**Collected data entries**
________
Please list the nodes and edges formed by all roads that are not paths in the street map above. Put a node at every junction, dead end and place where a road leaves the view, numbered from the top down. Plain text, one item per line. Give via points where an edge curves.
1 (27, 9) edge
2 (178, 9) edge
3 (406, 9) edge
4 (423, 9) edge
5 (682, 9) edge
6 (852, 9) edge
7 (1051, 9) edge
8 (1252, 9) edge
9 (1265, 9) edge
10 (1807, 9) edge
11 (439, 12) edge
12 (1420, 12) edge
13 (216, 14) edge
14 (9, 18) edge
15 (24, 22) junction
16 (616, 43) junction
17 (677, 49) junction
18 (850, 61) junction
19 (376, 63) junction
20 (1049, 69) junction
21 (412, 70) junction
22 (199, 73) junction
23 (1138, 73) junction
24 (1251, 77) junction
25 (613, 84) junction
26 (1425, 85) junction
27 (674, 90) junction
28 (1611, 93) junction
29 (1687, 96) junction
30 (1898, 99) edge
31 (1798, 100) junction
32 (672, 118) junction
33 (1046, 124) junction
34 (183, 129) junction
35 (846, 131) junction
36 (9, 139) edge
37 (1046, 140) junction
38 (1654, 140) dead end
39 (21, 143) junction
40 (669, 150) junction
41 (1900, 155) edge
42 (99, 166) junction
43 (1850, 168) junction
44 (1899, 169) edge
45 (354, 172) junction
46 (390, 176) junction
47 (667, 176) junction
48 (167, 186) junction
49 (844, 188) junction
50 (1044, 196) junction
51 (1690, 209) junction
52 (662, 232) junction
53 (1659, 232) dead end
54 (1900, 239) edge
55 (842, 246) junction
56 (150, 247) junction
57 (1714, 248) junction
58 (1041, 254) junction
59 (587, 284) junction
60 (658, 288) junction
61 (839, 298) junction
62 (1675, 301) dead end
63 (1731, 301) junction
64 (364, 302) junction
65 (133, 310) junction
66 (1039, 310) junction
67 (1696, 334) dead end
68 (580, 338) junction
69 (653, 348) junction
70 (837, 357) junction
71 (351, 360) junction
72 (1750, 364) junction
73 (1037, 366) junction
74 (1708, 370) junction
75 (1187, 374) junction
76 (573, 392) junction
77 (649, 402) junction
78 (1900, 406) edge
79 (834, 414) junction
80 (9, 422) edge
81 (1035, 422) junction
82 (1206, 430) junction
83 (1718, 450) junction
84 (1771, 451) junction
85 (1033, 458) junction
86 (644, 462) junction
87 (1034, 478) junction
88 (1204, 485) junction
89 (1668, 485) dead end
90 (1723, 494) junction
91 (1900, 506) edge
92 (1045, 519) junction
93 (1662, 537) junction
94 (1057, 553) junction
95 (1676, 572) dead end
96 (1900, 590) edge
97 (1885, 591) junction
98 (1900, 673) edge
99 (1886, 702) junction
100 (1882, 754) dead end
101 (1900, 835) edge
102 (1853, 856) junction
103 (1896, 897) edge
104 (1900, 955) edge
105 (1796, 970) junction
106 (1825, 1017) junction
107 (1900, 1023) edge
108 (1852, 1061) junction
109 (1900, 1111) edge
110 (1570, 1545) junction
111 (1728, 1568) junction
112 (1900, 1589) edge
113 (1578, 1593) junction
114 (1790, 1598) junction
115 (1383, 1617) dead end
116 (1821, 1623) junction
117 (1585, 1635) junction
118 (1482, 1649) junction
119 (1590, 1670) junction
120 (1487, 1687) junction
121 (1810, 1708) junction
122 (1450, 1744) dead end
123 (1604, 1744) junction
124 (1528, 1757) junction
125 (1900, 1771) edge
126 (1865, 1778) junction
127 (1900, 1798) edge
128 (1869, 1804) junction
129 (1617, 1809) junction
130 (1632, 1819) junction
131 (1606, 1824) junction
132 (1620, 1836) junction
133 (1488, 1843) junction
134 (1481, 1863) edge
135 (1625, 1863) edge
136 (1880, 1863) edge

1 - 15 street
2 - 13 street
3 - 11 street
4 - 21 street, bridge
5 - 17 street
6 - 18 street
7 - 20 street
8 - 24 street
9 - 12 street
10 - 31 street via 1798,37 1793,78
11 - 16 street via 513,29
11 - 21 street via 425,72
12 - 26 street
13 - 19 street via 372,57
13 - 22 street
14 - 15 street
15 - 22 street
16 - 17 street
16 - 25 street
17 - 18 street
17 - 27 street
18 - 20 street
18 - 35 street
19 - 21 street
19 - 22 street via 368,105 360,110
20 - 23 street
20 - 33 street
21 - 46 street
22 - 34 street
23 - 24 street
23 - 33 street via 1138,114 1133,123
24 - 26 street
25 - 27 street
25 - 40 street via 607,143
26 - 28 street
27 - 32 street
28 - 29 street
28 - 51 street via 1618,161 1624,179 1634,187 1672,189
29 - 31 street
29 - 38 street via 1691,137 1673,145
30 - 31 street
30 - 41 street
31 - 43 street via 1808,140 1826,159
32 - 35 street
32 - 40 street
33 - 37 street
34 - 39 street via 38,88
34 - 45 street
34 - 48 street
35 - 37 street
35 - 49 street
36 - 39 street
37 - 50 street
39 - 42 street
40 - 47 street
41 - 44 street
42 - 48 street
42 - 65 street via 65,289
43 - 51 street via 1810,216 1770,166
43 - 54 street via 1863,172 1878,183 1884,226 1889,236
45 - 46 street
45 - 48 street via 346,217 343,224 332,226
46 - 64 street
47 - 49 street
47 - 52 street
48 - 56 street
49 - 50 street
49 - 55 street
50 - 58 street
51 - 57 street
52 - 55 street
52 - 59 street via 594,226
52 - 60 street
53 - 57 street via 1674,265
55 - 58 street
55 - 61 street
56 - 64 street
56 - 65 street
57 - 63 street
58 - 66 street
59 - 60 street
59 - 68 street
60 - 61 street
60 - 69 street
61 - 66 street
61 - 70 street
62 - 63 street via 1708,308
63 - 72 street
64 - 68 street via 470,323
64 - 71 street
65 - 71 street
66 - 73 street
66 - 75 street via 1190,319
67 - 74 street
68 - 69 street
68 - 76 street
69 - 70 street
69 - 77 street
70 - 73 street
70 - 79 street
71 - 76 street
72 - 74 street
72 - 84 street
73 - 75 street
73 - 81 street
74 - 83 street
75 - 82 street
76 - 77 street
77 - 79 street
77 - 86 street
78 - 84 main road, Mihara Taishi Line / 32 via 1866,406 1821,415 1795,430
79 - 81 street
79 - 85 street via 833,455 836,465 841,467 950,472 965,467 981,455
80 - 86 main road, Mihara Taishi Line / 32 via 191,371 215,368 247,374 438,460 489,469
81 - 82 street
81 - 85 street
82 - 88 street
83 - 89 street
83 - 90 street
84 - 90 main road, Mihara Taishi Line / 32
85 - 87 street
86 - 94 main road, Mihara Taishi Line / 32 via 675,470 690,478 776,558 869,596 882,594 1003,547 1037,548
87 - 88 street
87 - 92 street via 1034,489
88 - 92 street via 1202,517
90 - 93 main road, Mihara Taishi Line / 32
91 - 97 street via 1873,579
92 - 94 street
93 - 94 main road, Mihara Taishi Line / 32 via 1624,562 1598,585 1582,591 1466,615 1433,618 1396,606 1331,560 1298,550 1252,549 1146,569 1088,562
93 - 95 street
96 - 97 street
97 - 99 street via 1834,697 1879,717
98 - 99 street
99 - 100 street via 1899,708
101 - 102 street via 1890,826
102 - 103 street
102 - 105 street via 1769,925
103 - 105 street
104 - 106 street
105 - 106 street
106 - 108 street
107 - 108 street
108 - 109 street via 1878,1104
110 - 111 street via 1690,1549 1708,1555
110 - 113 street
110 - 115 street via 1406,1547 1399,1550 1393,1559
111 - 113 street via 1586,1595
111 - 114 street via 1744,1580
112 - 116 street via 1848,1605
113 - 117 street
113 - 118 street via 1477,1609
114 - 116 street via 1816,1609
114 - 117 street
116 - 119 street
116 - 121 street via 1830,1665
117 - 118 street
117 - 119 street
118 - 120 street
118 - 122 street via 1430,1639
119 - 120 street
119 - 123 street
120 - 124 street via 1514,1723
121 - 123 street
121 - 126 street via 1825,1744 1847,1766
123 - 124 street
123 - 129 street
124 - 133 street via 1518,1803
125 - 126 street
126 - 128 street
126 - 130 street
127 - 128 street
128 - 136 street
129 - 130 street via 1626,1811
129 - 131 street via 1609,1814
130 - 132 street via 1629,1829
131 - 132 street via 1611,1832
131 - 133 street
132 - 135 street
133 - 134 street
________
**Problem description**
Working through the data above, find every line holding "main" and copy it.

**Response**
78 - 84 main road, Mihara Taishi Line / 32 via 1866,406 1821,415 1795,430
80 - 86 main road, Mihara Taishi Line / 32 via 191,371 215,368 247,374 438,460 489,469
84 - 90 main road, Mihara Taishi Line / 32
86 - 94 main road, Mihara Taishi Line / 32 via 675,470 690,478 776,558 869,596 882,594 1003,547 1037,548
90 - 93 main road, Mihara Taishi Line / 32
93 - 94 main road, Mihara Taishi Line / 32 via 1624,562 1598,585 1582,591 1466,615 1433,618 1396,606 1331,560 1298,550 1252,549 1146,569 1088,562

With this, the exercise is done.